De acordo com a Organização Mundial da Saúde (OMS), a cada R$ 1 investido em saneamento há economia de R$ 4 em custos com saúde. Em Barcarena, mais de R$ 188 milhões em obras e serviços serão investidos em 30 anos pela Águas de São Francisco, concessionária de saneamento que atua desde fevereiro de 2014 na área urbana do município.

A Águas de São Francisco ressalta que desde que assumiu o sistema de distribuição de água da zona urbana do município, realiza mais de 3 mil análises mensais, possui laboratório de controle de qualidade e apresenta relatórios à Agência Reguladora de Água e Esgoto de Barcarena (Arsae). “Implantamos o sistema de tratamento, que era inexistente, e garantimos água tratada aos imóveis regulares”, explica o diretor presidente da concessionária, Renato Medicis. Análises mensais são divulgadas na conta de água e, anualmente, a concessionária apresenta relatório de qualidade, disponível em www.aguasdesaofrancisco.com.br.
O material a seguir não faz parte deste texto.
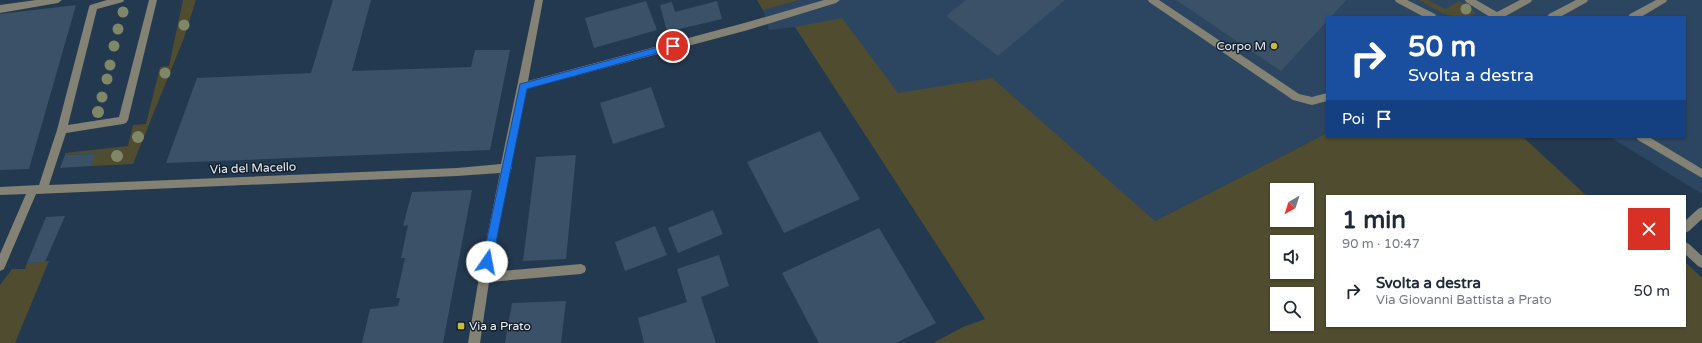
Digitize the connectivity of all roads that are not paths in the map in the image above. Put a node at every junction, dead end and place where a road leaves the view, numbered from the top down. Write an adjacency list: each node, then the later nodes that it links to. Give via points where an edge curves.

Todos os parâmetros estão de acordo com a Portaria 2.914/2011 do Ministério da Saúde.

Outro fator determinante para a não adesão dos moradores à rede de abastecimento de água tratada são as ligações irregulares, conhecidas popularmente como gatos. “Estamos trabalhando na regularização e também levando as redes de distribuição para áreas onde as pessoas nunca tiveram acesso à agua tratada. Em determinados bairros, o índice de adesão é pequeno apesar da maior incidência de rede disponível.  O uso de poços rasos individuais e as ligações irregulares colocam em risco a saúde destes moradores e ainda prejudicam o fornecimento em demais localidades”, explica Medicis.

A empresa reformou 11 sistemas de tratamento de água e promoveu a operação de 30 novas bombas e automação de 20 painéis elétricos. Mais de 50 mil metros de novas redes de água foram implantados. Em janeiro deste ano, a concessionária lançou o programa Barcarena Saneada, que inclui a implantação de 90 mil metros de redes de água, construção de Estação Elevatória de Água Tratada (EEAT), reservatório e perfuração de poço. Mais 30 mil pessoas serão beneficiadas, sobretudo os moradores da sede do município. Até dezembro de 2016, mais 30 mil metros de redes estarão disponíveis para a população.

Por meio de ações de responsabilidade social, mais de 3 mil crianças já receberam lições de educação ambiental promovidas pela empresa, que mantém ainda um canal direto com lideranças comunitárias por meio de palestras e encontros.  A Águas de São Francisco alerta para o risco de consumir água sem o devido tratamento e ressalta a necessidade de adesão à rede de abastecimento de água tratada, de qualidade e livre de micro-organismos e bactérias.